The full set of entries, reproduced exactly, is the expected answer.

**Records drawn from a dataset**
══════════════════════════════

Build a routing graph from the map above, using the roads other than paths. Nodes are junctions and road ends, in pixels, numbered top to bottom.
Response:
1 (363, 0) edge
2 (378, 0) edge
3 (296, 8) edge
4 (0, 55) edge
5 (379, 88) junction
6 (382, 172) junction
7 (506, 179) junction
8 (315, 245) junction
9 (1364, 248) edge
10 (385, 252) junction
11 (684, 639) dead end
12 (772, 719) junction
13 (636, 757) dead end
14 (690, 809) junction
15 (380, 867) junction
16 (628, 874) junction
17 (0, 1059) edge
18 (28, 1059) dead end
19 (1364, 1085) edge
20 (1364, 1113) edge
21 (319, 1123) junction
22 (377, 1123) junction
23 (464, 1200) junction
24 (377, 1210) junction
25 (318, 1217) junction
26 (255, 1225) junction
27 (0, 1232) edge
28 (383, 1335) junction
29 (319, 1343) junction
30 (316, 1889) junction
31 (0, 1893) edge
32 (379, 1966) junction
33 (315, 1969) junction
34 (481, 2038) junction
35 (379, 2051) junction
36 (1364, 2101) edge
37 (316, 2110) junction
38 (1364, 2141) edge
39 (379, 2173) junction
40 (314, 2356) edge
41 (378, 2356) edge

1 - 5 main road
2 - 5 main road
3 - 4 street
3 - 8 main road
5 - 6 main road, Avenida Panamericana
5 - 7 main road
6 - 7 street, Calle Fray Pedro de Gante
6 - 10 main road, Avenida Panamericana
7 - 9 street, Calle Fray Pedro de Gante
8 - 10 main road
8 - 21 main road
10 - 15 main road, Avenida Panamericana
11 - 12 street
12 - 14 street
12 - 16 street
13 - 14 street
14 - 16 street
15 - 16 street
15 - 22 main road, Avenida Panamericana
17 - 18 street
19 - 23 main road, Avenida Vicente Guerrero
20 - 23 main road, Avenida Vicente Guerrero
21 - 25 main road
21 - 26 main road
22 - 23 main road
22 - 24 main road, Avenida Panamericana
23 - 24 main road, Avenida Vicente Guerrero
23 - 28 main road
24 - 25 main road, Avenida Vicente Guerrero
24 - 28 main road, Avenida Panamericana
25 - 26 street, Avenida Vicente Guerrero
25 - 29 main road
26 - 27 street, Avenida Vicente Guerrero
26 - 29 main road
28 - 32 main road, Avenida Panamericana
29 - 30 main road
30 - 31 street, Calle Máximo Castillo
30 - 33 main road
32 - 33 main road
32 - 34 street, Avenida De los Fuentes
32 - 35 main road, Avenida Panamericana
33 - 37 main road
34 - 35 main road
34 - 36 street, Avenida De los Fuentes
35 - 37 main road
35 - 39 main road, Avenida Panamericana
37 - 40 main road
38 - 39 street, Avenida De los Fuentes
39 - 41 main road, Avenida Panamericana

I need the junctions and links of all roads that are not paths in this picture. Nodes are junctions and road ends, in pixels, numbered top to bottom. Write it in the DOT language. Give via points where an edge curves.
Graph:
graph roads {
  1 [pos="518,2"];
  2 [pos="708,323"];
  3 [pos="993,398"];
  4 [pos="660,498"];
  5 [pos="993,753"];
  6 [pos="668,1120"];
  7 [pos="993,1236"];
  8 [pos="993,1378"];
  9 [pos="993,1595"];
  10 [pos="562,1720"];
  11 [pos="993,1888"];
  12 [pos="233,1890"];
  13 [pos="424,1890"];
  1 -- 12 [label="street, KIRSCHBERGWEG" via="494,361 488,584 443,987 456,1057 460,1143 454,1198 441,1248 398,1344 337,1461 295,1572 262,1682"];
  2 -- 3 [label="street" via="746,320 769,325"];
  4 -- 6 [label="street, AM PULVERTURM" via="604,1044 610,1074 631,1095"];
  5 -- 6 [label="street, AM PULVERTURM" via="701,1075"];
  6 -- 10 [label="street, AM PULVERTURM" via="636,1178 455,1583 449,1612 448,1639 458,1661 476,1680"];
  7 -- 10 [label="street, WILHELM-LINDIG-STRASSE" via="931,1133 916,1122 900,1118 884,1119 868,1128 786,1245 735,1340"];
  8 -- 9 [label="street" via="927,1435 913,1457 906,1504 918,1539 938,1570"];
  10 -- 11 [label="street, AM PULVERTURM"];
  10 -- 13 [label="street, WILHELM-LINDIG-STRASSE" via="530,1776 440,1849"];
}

══════════════════════════════

**Expected answer**
Build a routing graph from the map above, using the roads other than paths. Nodes are junctions and road ends, in pixels, numbered top to bottom.
Response:
1 (363, 0) edge
2 (378, 0) edge
3 (296, 8) edge
4 (0, 55) edge
5 (379, 88) junction
6 (382, 172) junction
7 (506, 179) junction
8 (315, 245) junction
9 (1364, 248) edge
10 (385, 252) junction
11 (684, 639) dead end
12 (772, 719) junction
13 (636, 757) dead end
14 (690, 809) junction
15 (380, 867) junction
16 (628, 874) junction
17 (0, 1059) edge
18 (28, 1059) dead end
19 (1364, 1085) edge
20 (1364, 1113) edge
21 (319, 1123) junction
22 (377, 1123) junction
23 (464, 1200) junction
24 (377, 1210) junction
25 (318, 1217) junction
26 (255, 1225) junction
27 (0, 1232) edge
28 (383, 1335) junction
29 (319, 1343) junction
30 (316, 1889) junction
31 (0, 1893) edge
32 (379, 1966) junction
33 (315, 1969) junction
34 (481, 2038) junction
35 (379, 2051) junction
36 (1364, 2101) edge
37 (316, 2110) junction
38 (1364, 2141) edge
39 (379, 2173) junction
40 (314, 2356) edge
41 (378, 2356) edge

1 - 5 main road
2 - 5 main road
3 - 4 street
3 - 8 main road
5 - 6 main road, Avenida Panamericana
5 - 7 main road
6 - 7 street, Calle Fray Pedro de Gante
6 - 10 main road, Avenida Panamericana
7 - 9 street, Calle Fray Pedro de Gante
8 - 10 main road
8 - 21 main road
10 - 15 main road, Avenida Panamericana
11 - 12 street
12 - 14 street
12 - 16 street
13 - 14 street
14 - 16 street
15 - 16 street
15 - 22 main road, Avenida Panamericana
17 - 18 street
19 - 23 main road, Avenida Vicente Guerrero
20 - 23 main road, Avenida Vicente Guerrero
21 - 25 main road
21 - 26 main road
22 - 23 main road
22 - 24 main road, Avenida Panamericana
23 - 24 main road, Avenida Vicente Guerrero
23 - 28 main road
24 - 25 main road, Avenida Vicente Guerrero
24 - 28 main road, Avenida Panamericana
25 - 26 street, Avenida Vicente Guerrero
25 - 29 main road
26 - 27 street, Avenida Vicente Guerrero
26 - 29 main road
28 - 32 main road, Avenida Panamericana
29 - 30 main road
30 - 31 street, Calle Máximo Castillo
30 - 33 main road
32 - 33 main road
32 - 34 street, Avenida De los Fuentes
32 - 35 main road, Avenida Panamericana
33 - 37 main road
34 - 35 main road
34 - 36 street, Avenida De los Fuentes
35 - 37 main road
35 - 39 main road, Avenida Panamericana
37 - 40 main road
38 - 39 street, Avenida De los Fuentes
39 - 41 main road, Avenida Panamericana

I need the junctions and links of all roads that are not paths in this picture. Nodes are junctions and road ends, in pixels, numbered top to bottom. Write it in the DOT language. Give via points where an edge curves.
Graph:
graph roads {
  1 [pos="518,2"];
  2 [pos="708,323"];
  3 [pos="993,398"];
  4 [pos="660,498"];
  5 [pos="993,753"];
  6 [pos="668,1120"];
  7 [pos="993,1236"];
  8 [pos="993,1378"];
  9 [pos="993,1595"];
  10 [pos="562,1720"];
  11 [pos="993,1888"];
  12 [pos="233,1890"];
  13 [pos="424,1890"];
  1 -- 12 [label="street, KIRSCHBERGWEG" via="494,361 488,584 443,987 456,1057 460,1143 454,1198 441,1248 398,1344 337,1461 295,1572 262,1682"];
  2 -- 3 [label="street" via="746,320 769,325"];
  4 -- 6 [label="street, AM PULVERTURM" via="604,1044 610,1074 631,1095"];
  5 -- 6 [label="street, AM PULVERTURM" via="701,1075"];
  6 -- 10 [label="street, AM PULVERTURM" via="636,1178 455,1583 449,1612 448,1639 458,1661 476,1680"];
  7 -- 10 [label="street, WILHELM-LINDIG-STRASSE" via="931,1133 916,1122 900,1118 884,1119 868,1128 786,1245 735,1340"];
  8 -- 9 [label="street" via="927,1435 913,1457 906,1504 918,1539 938,1570"];
  10 -- 11 [label="street, AM PULVERTURM"];
  10 -- 13 [label="street, WILHELM-LINDIG-STRASSE" via="530,1776 440,1849"];
}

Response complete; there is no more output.